Data under study –
-=-=-=-=-

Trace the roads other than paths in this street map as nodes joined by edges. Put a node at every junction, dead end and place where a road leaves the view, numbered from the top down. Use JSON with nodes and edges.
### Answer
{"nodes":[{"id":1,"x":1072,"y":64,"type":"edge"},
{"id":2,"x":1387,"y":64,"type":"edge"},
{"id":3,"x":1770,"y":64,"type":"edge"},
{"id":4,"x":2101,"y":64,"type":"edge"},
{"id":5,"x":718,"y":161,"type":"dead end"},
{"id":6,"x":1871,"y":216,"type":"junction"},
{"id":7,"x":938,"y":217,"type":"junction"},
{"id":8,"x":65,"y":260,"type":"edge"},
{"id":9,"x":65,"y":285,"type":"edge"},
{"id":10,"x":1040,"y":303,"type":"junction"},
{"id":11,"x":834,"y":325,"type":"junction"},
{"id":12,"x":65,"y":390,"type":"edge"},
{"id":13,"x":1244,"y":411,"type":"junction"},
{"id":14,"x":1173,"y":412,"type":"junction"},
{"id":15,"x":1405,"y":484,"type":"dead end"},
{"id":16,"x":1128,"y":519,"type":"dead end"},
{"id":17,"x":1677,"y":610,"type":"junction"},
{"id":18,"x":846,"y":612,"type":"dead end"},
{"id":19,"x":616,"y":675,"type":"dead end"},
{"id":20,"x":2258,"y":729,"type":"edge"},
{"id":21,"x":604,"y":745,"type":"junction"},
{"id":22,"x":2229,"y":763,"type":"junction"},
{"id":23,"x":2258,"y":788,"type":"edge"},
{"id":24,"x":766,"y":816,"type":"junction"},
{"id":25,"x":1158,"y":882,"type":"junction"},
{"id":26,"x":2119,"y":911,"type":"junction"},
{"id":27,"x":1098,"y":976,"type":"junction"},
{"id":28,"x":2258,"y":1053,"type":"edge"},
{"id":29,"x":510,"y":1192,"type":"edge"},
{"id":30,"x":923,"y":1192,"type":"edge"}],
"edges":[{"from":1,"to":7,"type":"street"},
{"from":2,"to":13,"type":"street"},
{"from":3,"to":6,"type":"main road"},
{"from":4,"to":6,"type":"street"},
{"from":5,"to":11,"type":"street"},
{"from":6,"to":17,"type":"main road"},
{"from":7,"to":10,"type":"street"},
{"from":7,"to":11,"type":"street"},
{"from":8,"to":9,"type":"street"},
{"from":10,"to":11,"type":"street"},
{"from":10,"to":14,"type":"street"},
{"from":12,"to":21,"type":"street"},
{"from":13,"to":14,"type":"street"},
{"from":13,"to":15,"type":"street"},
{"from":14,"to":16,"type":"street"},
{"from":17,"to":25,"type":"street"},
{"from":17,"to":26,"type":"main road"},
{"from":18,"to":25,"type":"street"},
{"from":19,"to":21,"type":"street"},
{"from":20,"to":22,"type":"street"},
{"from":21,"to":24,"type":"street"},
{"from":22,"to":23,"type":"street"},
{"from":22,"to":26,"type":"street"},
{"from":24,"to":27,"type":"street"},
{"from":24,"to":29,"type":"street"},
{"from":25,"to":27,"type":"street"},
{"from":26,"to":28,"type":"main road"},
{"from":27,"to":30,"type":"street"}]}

-=-=-=-=-

Problem to solve –
What's needed is every line of the listing, transcribed word for word.

Result below –
Trace the roads other than paths in this street map as nodes joined by edges. Put a node at every junction, dead end and place where a road leaves the view, numbered from the top down. Use JSON with nodes and edges.
### Answer
{"nodes":[{"id":1,"x":1072,"y":64,"type":"edge"},
{"id":2,"x":1387,"y":64,"type":"edge"},
{"id":3,"x":1770,"y":64,"type":"edge"},
{"id":4,"x":2101,"y":64,"type":"edge"},
{"id":5,"x":718,"y":161,"type":"dead end"},
{"id":6,"x":1871,"y":216,"type":"junction"},
{"id":7,"x":938,"y":217,"type":"junction"},
{"id":8,"x":65,"y":260,"type":"edge"},
{"id":9,"x":65,"y":285,"type":"edge"},
{"id":10,"x":1040,"y":303,"type":"junction"},
{"id":11,"x":834,"y":325,"type":"junction"},
{"id":12,"x":65,"y":390,"type":"edge"},
{"id":13,"x":1244,"y":411,"type":"junction"},
{"id":14,"x":1173,"y":412,"type":"junction"},
{"id":15,"x":1405,"y":484,"type":"dead end"},
{"id":16,"x":1128,"y":519,"type":"dead end"},
{"id":17,"x":1677,"y":610,"type":"junction"},
{"id":18,"x":846,"y":612,"type":"dead end"},
{"id":19,"x":616,"y":675,"type":"dead end"},
{"id":20,"x":2258,"y":729,"type":"edge"},
{"id":21,"x":604,"y":745,"type":"junction"},
{"id":22,"x":2229,"y":763,"type":"junction"},
{"id":23,"x":2258,"y":788,"type":"edge"},
{"id":24,"x":766,"y":816,"type":"junction"},
{"id":25,"x":1158,"y":882,"type":"junction"},
{"id":26,"x":2119,"y":911,"type":"junction"},
{"id":27,"x":1098,"y":976,"type":"junction"},
{"id":28,"x":2258,"y":1053,"type":"edge"},
{"id":29,"x":510,"y":1192,"type":"edge"},
{"id":30,"x":923,"y":1192,"type":"edge"}],
"edges":[{"from":1,"to":7,"type":"street"},
{"from":2,"to":13,"type":"street"},
{"from":3,"to":6,"type":"main road"},
{"from":4,"to":6,"type":"street"},
{"from":5,"to":11,"type":"street"},
{"from":6,"to":17,"type":"main road"},
{"from":7,"to":10,"type":"street"},
{"from":7,"to":11,"type":"street"},
{"from":8,"to":9,"type":"street"},
{"from":10,"to":11,"type":"street"},
{"from":10,"to":14,"type":"street"},
{"from":12,"to":21,"type":"street"},
{"from":13,"to":14,"type":"street"},
{"from":13,"to":15,"type":"street"},
{"from":14,"to":16,"type":"street"},
{"from":17,"to":25,"type":"street"},
{"from":17,"to":26,"type":"main road"},
{"from":18,"to":25,"type":"street"},
{"from":19,"to":21,"type":"street"},
{"from":20,"to":22,"type":"street"},
{"from":21,"to":24,"type":"street"},
{"from":22,"to":23,"type":"street"},
{"from":22,"to":26,"type":"street"},
{"from":24,"to":27,"type":"street"},
{"from":24,"to":29,"type":"street"},
{"from":25,"to":27,"type":"street"},
{"from":26,"to":28,"type":"main road"},
{"from":27,"to":30,"type":"street"}]}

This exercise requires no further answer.